### AIM OF THE EXERCISE
Please output every record below exactly as written, leaving out any pictures.

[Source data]
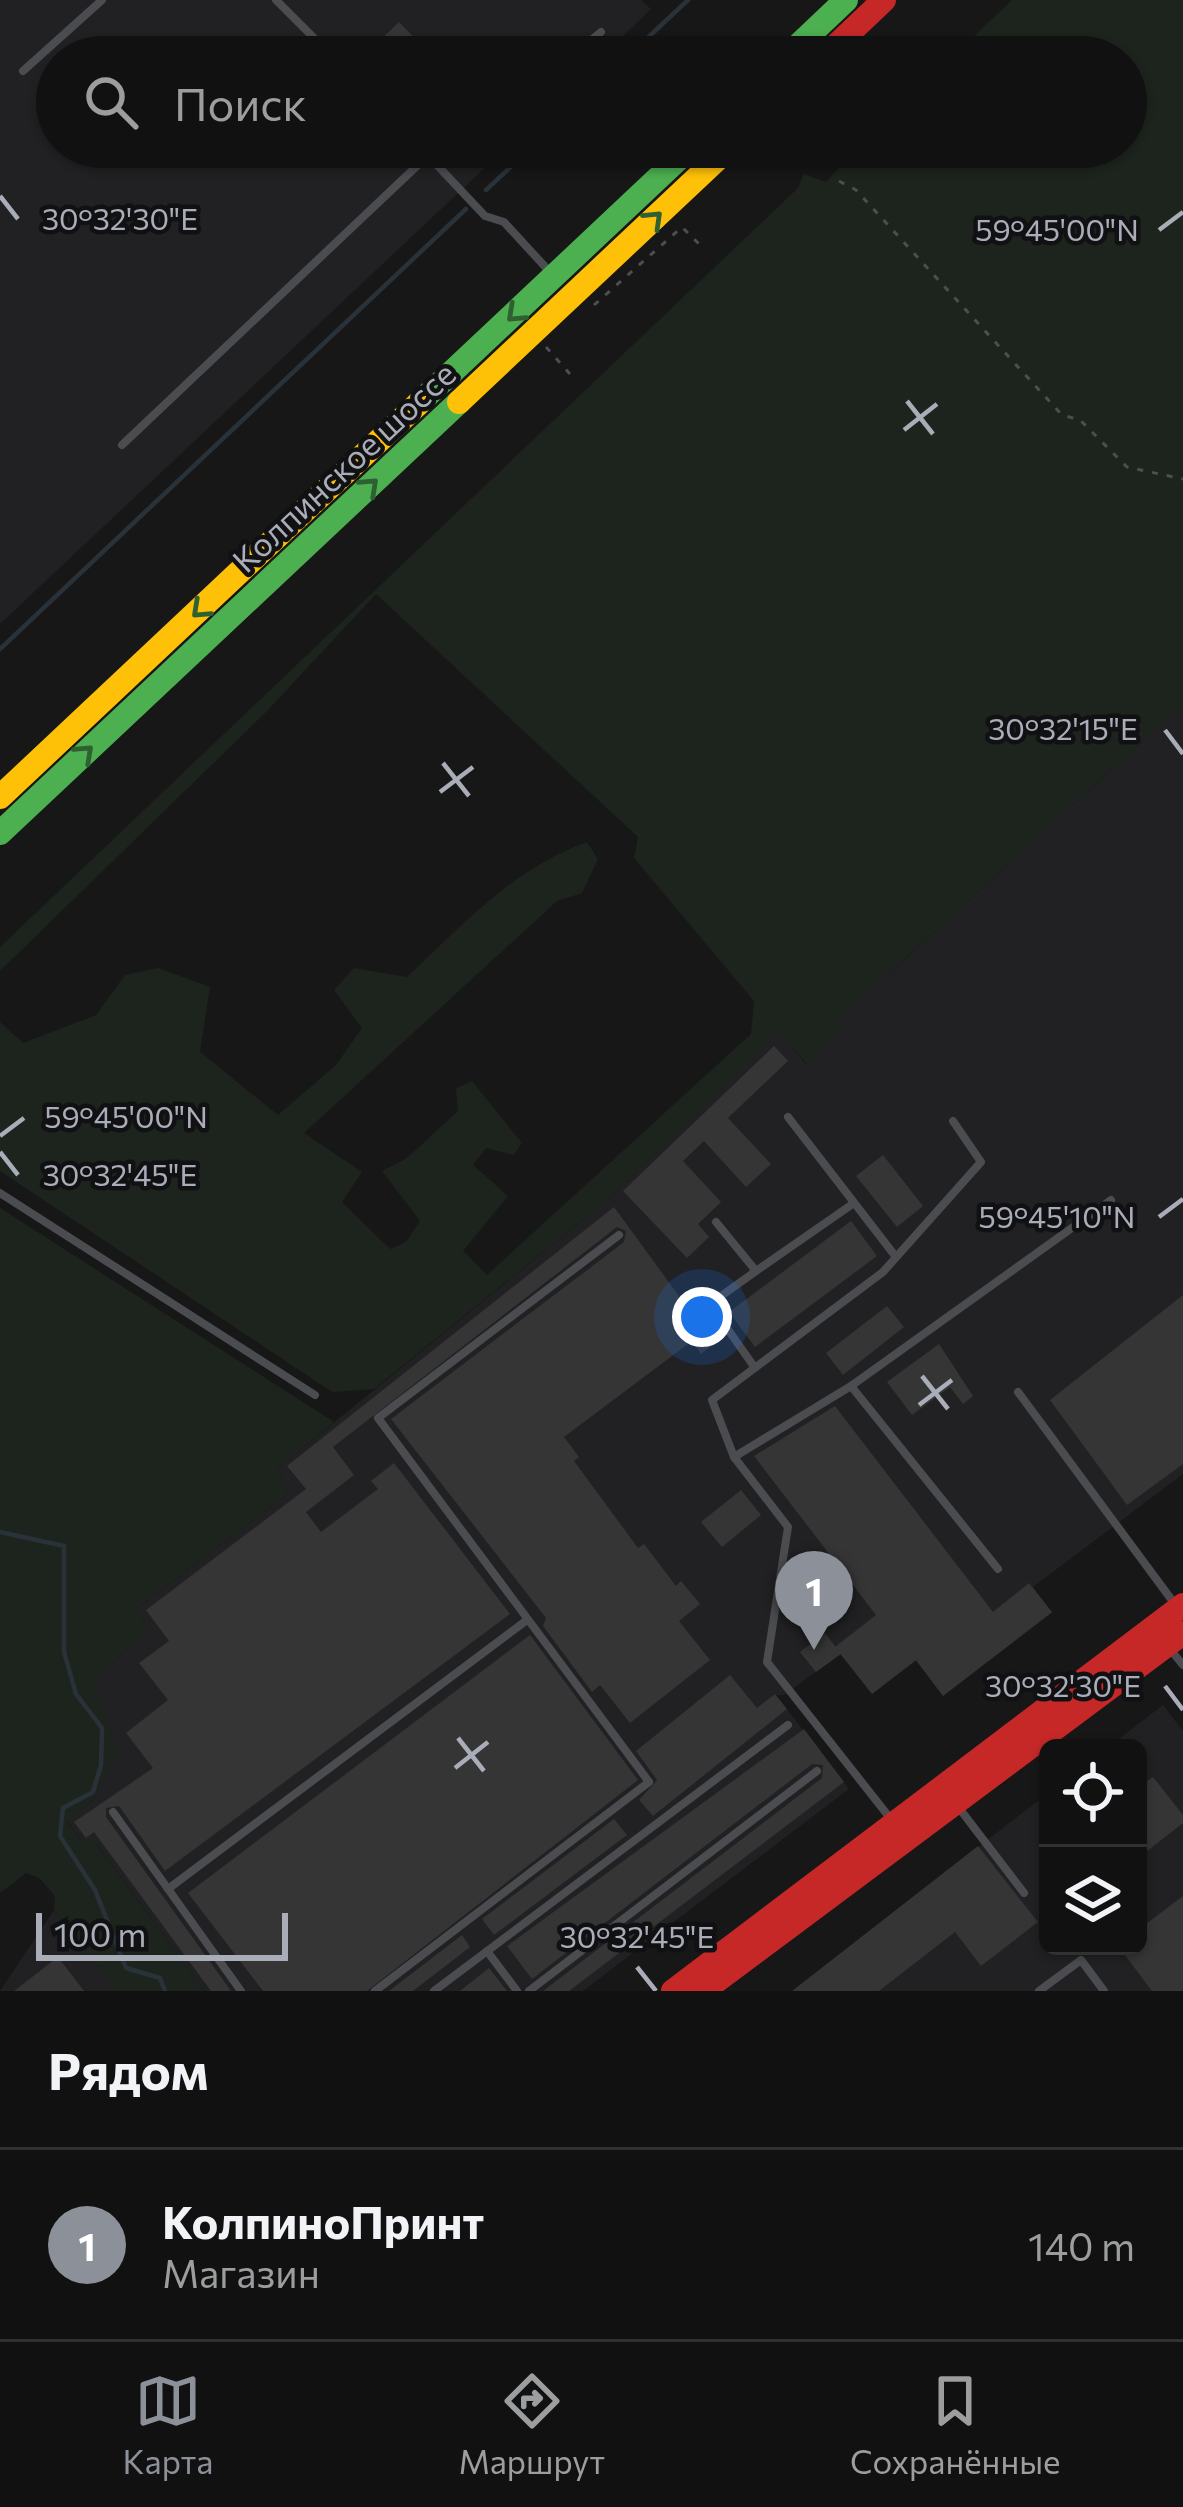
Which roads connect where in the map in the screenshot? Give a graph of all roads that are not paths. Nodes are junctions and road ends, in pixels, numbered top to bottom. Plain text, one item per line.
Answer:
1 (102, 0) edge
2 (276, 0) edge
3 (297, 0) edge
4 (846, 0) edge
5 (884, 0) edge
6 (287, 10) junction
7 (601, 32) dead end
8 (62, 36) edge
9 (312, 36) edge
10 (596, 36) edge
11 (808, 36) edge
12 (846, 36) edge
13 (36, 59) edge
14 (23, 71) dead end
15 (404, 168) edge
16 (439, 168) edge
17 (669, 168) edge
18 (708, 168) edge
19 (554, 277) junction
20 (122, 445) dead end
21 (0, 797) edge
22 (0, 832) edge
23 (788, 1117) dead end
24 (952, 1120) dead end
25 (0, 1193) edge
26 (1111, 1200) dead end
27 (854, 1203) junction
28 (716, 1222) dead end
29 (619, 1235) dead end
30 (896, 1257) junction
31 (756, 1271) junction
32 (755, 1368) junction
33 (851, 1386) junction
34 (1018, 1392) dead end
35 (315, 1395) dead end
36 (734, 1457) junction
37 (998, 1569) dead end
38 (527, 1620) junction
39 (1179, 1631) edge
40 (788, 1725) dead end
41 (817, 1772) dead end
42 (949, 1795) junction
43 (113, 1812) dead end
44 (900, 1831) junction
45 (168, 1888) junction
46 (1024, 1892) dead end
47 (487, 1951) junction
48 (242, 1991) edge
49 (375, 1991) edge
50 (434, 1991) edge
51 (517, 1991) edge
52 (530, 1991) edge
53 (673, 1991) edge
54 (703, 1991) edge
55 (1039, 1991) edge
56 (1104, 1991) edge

### EXERCISE RESULT
Which roads connect where in the map in the screenshot? Give a graph of all roads that are not paths. Nodes are junctions and road ends, in pixels, numbered top to bottom. Plain text, one item per line.
Answer:
1 (102, 0) edge
2 (276, 0) edge
3 (297, 0) edge
4 (846, 0) edge
5 (884, 0) edge
6 (287, 10) junction
7 (601, 32) dead end
8 (62, 36) edge
9 (312, 36) edge
10 (596, 36) edge
11 (808, 36) edge
12 (846, 36) edge
13 (36, 59) edge
14 (23, 71) dead end
15 (404, 168) edge
16 (439, 168) edge
17 (669, 168) edge
18 (708, 168) edge
19 (554, 277) junction
20 (122, 445) dead end
21 (0, 797) edge
22 (0, 832) edge
23 (788, 1117) dead end
24 (952, 1120) dead end
25 (0, 1193) edge
26 (1111, 1200) dead end
27 (854, 1203) junction
28 (716, 1222) dead end
29 (619, 1235) dead end
30 (896, 1257) junction
31 (756, 1271) junction
32 (755, 1368) junction
33 (851, 1386) junction
34 (1018, 1392) dead end
35 (315, 1395) dead end
36 (734, 1457) junction
37 (998, 1569) dead end
38 (527, 1620) junction
39 (1179, 1631) edge
40 (788, 1725) dead end
41 (817, 1772) dead end
42 (949, 1795) junction
43 (113, 1812) dead end
44 (900, 1831) junction
45 (168, 1888) junction
46 (1024, 1892) dead end
47 (487, 1951) junction
48 (242, 1991) edge
49 (375, 1991) edge
50 (434, 1991) edge
51 (517, 1991) edge
52 (530, 1991) edge
53 (673, 1991) edge
54 (703, 1991) edge
55 (1039, 1991) edge
56 (1104, 1991) edge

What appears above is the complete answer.